ESPE2014 Poster Category 2 Growth (1) (13 abstracts)
aDepartment of Pediatrics, 2nd Faculty of Medicine, Charles University in Prague and University Hospital Motol, Prague, Czech Republic; bDepartment of Biology and Medical Genetics, 2nd Faculty of Medicine, Charles University in Prague and University Hospital Motol, Prague, Czech Republic; cGenetic and Pediatric Out-Patient Clinic, Benesov, Czech Republic
Background: Microdeletions of 14q22q23 have been associated with eye abnormalities.

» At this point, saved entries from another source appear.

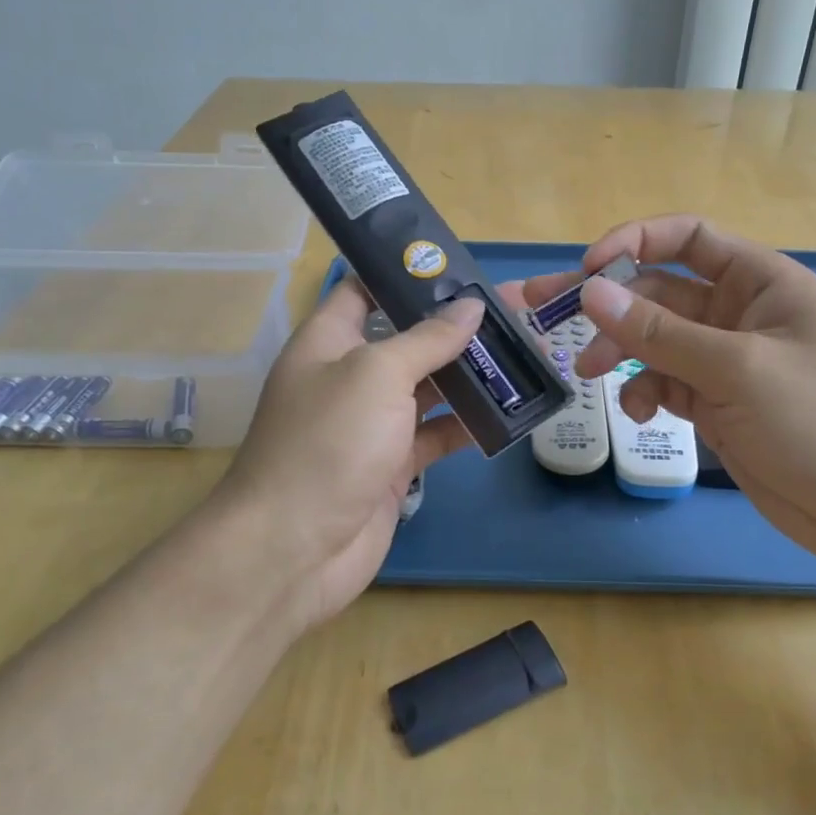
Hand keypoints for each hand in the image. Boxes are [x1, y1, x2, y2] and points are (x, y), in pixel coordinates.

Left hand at [211, 281, 488, 630]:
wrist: (294, 548)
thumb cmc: (329, 441)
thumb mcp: (377, 374)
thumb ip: (426, 338)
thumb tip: (470, 305)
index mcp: (328, 341)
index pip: (364, 290)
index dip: (405, 273)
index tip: (459, 266)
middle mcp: (349, 376)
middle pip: (405, 338)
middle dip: (452, 326)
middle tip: (509, 312)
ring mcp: (372, 423)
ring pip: (426, 387)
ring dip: (468, 374)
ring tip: (520, 354)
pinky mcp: (393, 464)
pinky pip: (435, 434)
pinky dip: (467, 424)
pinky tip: (507, 412)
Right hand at [520, 215, 815, 581]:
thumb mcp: (737, 370)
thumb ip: (660, 333)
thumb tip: (590, 293)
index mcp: (760, 282)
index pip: (688, 238)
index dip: (634, 242)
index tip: (587, 271)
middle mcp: (740, 314)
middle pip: (659, 292)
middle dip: (609, 305)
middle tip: (545, 317)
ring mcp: (728, 363)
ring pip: (656, 341)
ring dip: (621, 351)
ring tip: (590, 374)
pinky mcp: (719, 406)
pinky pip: (667, 384)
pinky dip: (645, 392)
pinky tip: (637, 412)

Other symptoms in deletion carriers are less well recognized.
Objective and hypotheses: We focused on growth characteristics and response to GH treatment in two unrelated children with 14q22q23 deletions.

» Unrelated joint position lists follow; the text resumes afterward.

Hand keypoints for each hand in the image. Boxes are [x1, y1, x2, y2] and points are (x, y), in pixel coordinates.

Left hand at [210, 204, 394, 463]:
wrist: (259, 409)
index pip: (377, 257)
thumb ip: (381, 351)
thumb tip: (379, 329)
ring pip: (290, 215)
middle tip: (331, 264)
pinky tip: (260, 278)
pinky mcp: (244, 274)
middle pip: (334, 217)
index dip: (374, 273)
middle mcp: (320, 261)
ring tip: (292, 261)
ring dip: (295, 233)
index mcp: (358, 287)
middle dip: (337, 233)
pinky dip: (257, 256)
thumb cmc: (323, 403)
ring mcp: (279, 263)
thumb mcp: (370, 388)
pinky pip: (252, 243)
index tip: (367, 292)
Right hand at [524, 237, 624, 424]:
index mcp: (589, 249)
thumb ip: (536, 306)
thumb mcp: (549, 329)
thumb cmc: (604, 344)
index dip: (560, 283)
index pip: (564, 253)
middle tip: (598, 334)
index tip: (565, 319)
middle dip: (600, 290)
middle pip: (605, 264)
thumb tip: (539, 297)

Method: Array comparative genomic hybridisation (aCGH).
Results: Both patients displayed bilateral anophthalmia. Their brain MRI revealed absence of optic nerves and chiasm; the pituitary stalk and posterior pituitary were normally located, but the anterior pituitary was undetectable. Both children suffered from GH deficiency. The initially normal growth of patient 1 started to decelerate at 10 months and reached −1.8 S.D. at 1.8 years. At this time GH therapy (25 μg/kg per day) was initiated. It improved the growth rate and the serum IGF1 level but did not lead to full catch-up growth (−1.9 S.D. at 3.1 years). In contrast to patient 1, patient 2 was born with IUGR that was followed by severe postnatal growth failure (−3.7 S.D. at 1.5 years). GH therapy (25 μg/kg per day) initiated at the age of 2.3 years led to an improved height velocity in the first year of GH administration but without full catch-up (−4.0 S.D. at 3.2 years). Also the serum IGF1 level remained low. Other pituitary functions were normal in both patients. aCGH revealed heterozygous de novo deletions of 8.9 and 5.8 Mb in patients 1 and 2, respectively. Both deletions removed the OTX2 gene, critical for eye and pituitary development. No other gene related to growth has been detected in the deleted region.
Conclusion: Genotypephenotype description of two patients with deletions of 14q22q23 demonstrated that OTX2 gene defects alone could explain most of the reported clinical features, although their expressivities are very variable. GH deficiency is remarkable in these patients and may be difficult to correct with GH therapy.